A recent 2010 ranking for the World’s Most Innovative Companies by FastCompany.com listed Huawei at number 5, ahead of Cisco which was number 17, and indicative of Huawei’s R&D efforts and ambitions in the router business.
Below we explain how Huawei’s revenues and profits have been increasing, why Huawei’s low-priced equipment can be a challenge to Cisco’s market share and margins, and how Cisco’s stock may ultimately be impacted by Huawei.
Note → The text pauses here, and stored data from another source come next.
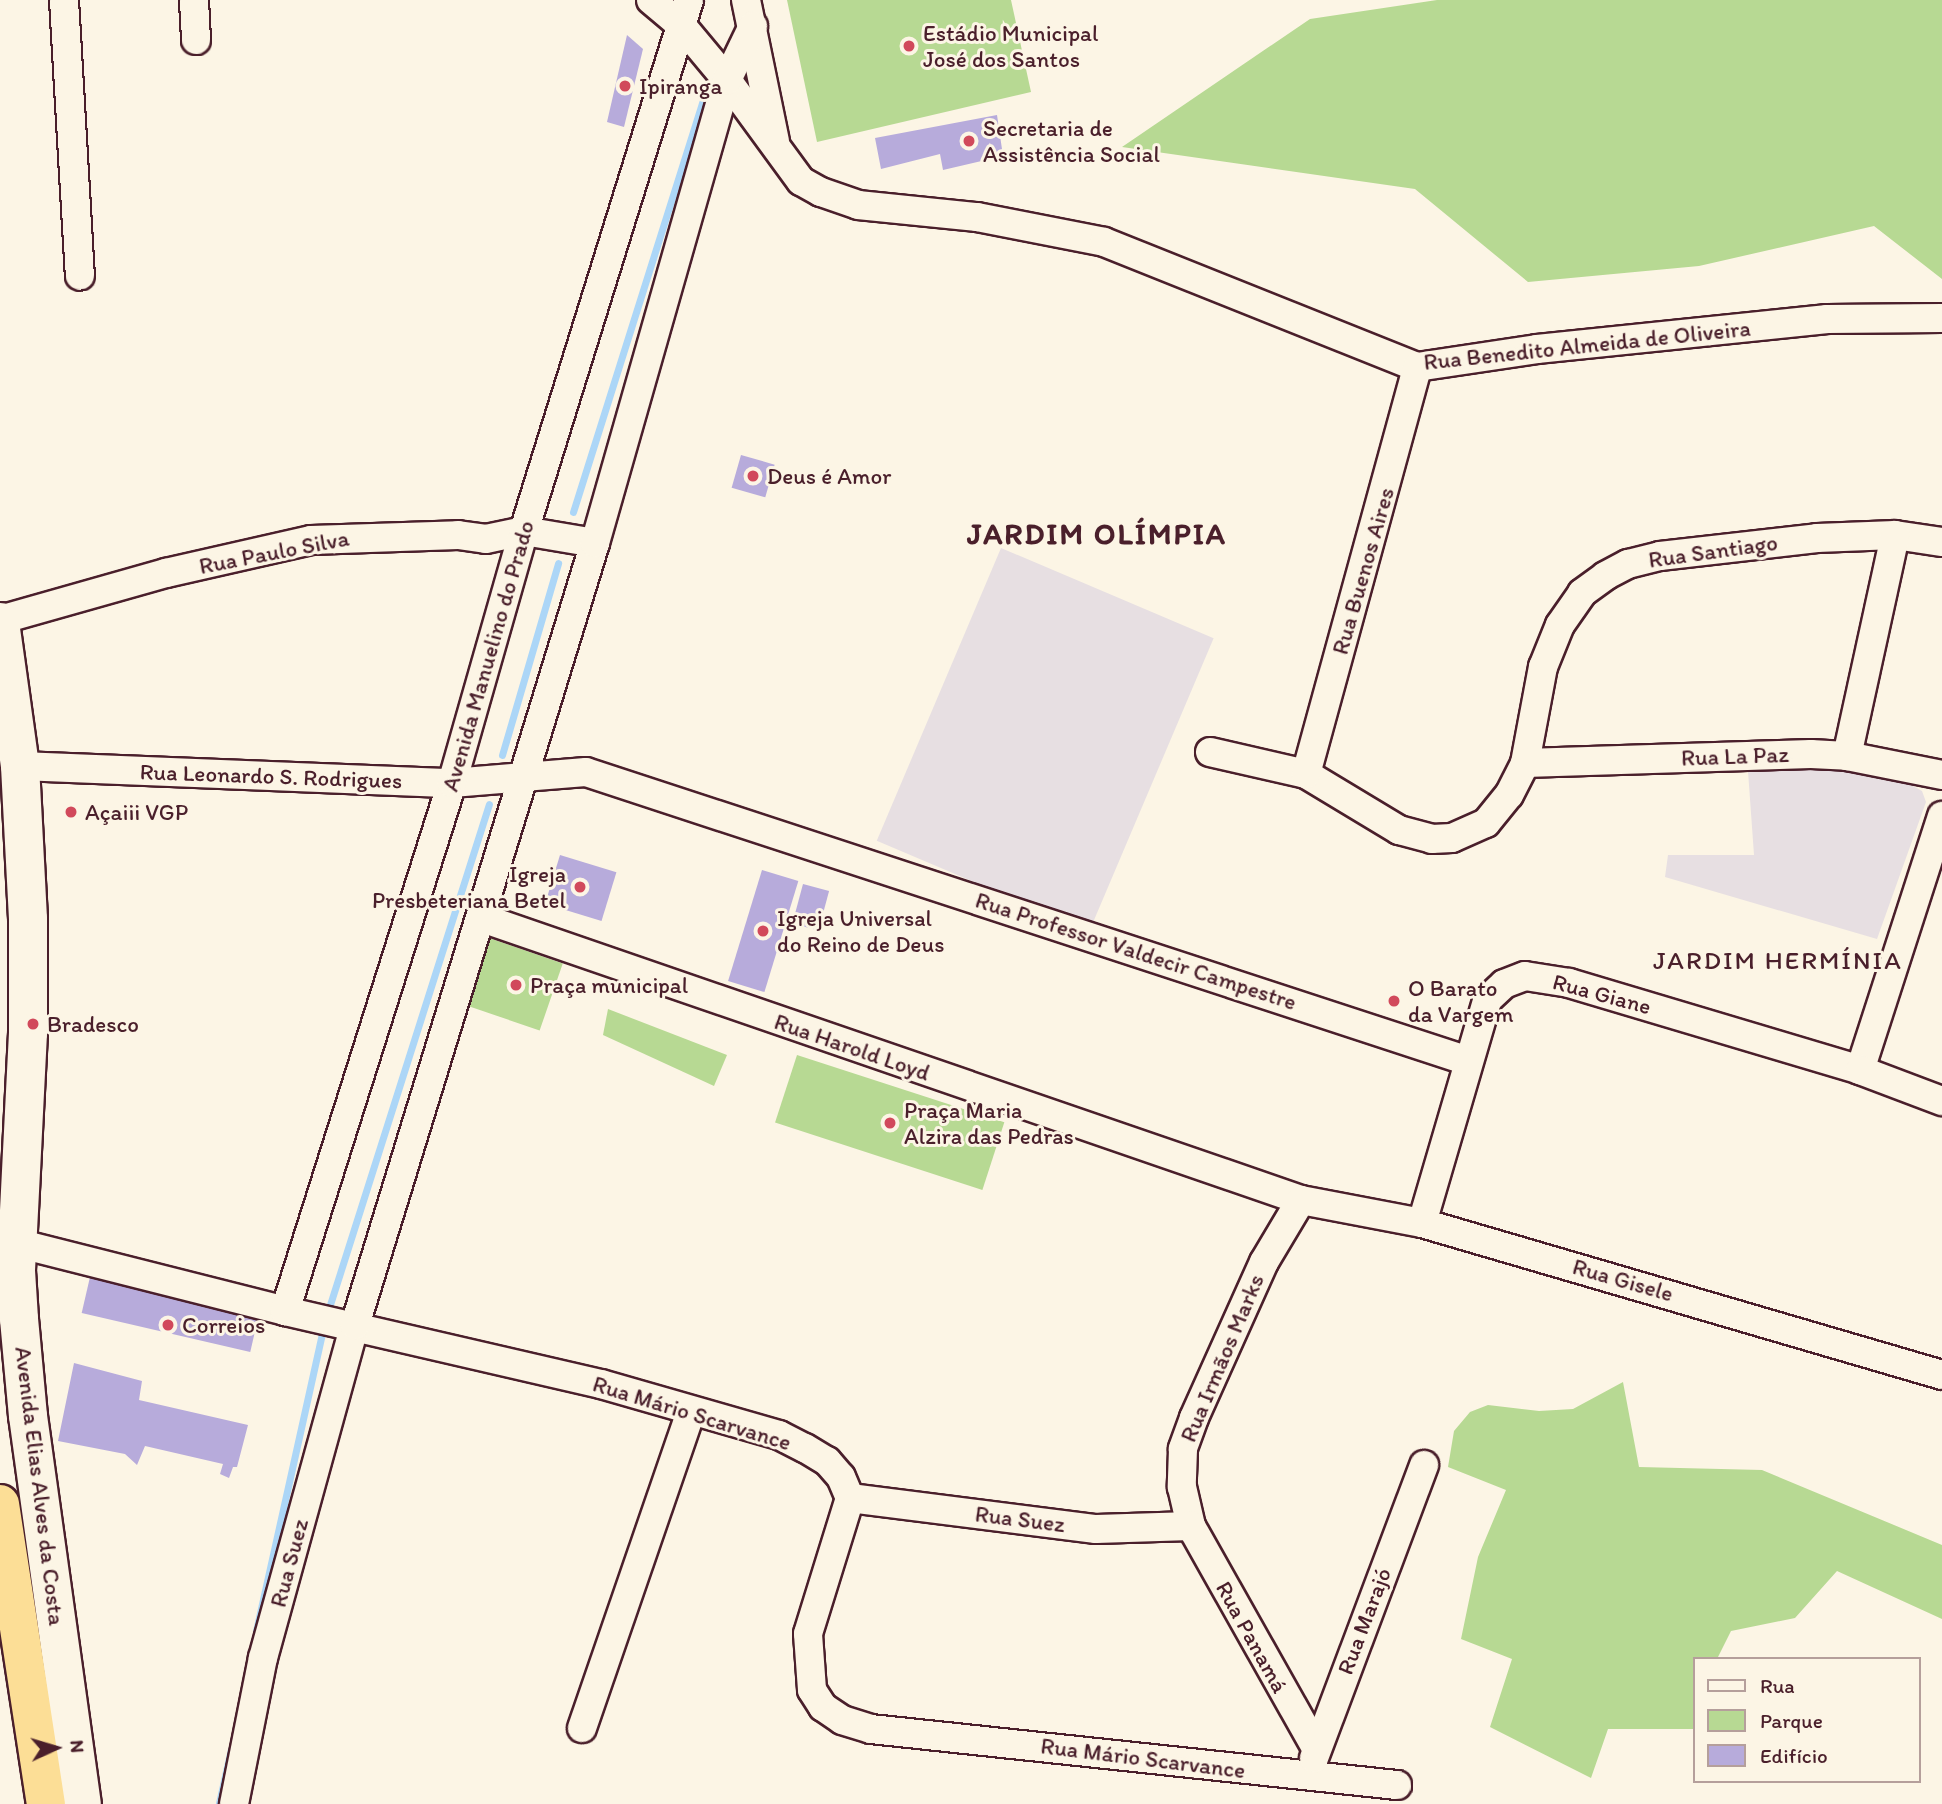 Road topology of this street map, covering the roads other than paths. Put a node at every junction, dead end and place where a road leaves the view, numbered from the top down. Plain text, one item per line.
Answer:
1 (64, 0) edge
2 (194, 0) edge
3 (651, 0) edge
4 (686, 13) edge
5 (750, 13) edge
6 (196, 40) dead end
7 (727, 80) junction
8 (777, 151) junction
9 (80, 276) dead end
10 (1942, 318) edge
11 (1417, 367) junction
12 (524, 531) junction
13 (1895, 535) junction
14 (1942, 542) edge
15 (595, 543) junction
16 (0, 621) edge
17 (1210, 752) dead end
18 (1847, 756) junction
19 (1525, 763) junction
20 (20, 766) junction
21 (1306, 774) junction
22 (1942, 775) edge
23 (522, 776) junction
24 (452, 783) junction
25 (1942, 816) edge
26 (482, 918) junction
27 (1468, 1061) junction
28 (1860, 1070) junction
29 (1942, 1101) edge
30 (1301, 1200) junction
31 (1422, 1223) junction
32 (17, 1243) junction
33 (285, 1311) junction
34 (355, 1325) junction
35 (1942, 1375) edge
36 (691, 1411) junction
37 (1424, 1465) dead end
38 (850, 1498) junction
39 (0, 1504) edge
40 (1191, 1526) junction
41 (582, 1728) dead end
42 (1315, 1746) junction
43 (1311, 1778) junction
44 (1397, 1786) dead end
45 (46, 1804) edge
46 (82, 1804) edge
47 (234, 1804) edge

1 - 9 street
2 - 6 street
3 - 4 street, Rua Benedito Almeida de Oliveira
4 - 7 street, Rua Benedito Almeida de Oliveira
4 - 12 street, Avenida Manuelino do Prado
5 - 7 street
5 - 8 street
7 - 8 street, Rua Benedito Almeida de Oliveira
7 - 15 street
8 - 11 street, Rua Benedito Almeida de Oliveira
10 - 11 street, Rua Benedito Almeida de Oliveira
11 - 21 street, Rua Buenos Aires
12 - 15 street, Rua Paulo Silva
12 - 16 street, Rua Paulo Silva
12 - 24 street, Avenida Manuelino do Prado
13 - 14 street, Rua Santiago
13 - 18 street
13 - 19 street, Rua Santiago
15 - 23 street
16 - 20 main road, Avenida Elias Alves da Costa
17 - 21 street, Rua Santiago
18 - 19 street, Rua La Paz
18 - 22 street, Rua La Paz
19 - 21 street, Rua Santiago
20 - 24 street, Rua Leonardo S. Rodrigues
20 - 32 main road, Avenida Elias Alves da Costa
23 - 24 street, Rua Leonardo S. Rodrigues
23 - 26 street
23 - 27 street, Rua Professor Valdecir Campestre
24 - 33 street, Avenida Manuelino do Prado
25 - 28 street
26 - 30 street, Rua Harold Loyd
26 - 34 street
27 - 28 street, Rua Giane
27 - 31 street, Rua Giane
28 - 29 street, Rua Giane
30 - 31 street, Rua Gisele
30 - 40 street, Rua Irmãos Marks
31 - 35 street, Rua Gisele
32 - 33 street, Rua Mário Scarvance
32 - 46 main road, Avenida Elias Alves da Costa
33 - 34 street, Rua Mário Scarvance
34 - 36 street, Rua Mário Scarvance
34 - 47 street, Rua Suez
36 - 38 street, Rua Mário Scarvance
36 - 41 street
37 - 42 street, Rua Marajó
38 - 40 street, Rua Suez
38 - 43 street, Rua Mário Scarvance
39 - 45 highway
40 - 42 street, Rua Panamá
42 - 43 street, Rua Marajó
43 - 44 street, Rua Mário Scarvance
Huawei’s Revenue, Profit and Share are Soaring
Huawei’s revenues rose by 19% to $28 billion in 2009 and the company saw a surge in its net profits from about $1 billion in 2008 to about $2.7 billion in 2009. The company anticipates a 20% increase in revenues in 2010.
In addition to competing with Cisco in the router market, Huawei also competes with Ericsson, Nokia (NYSE:NOK) and Siemens (SI) within the broader telecom and networking equipment market. Huawei is currently the second largest telecom equipment supplier globally with a share of 20% as of Q3 2009, an increase from the 11% share in Q4 2008.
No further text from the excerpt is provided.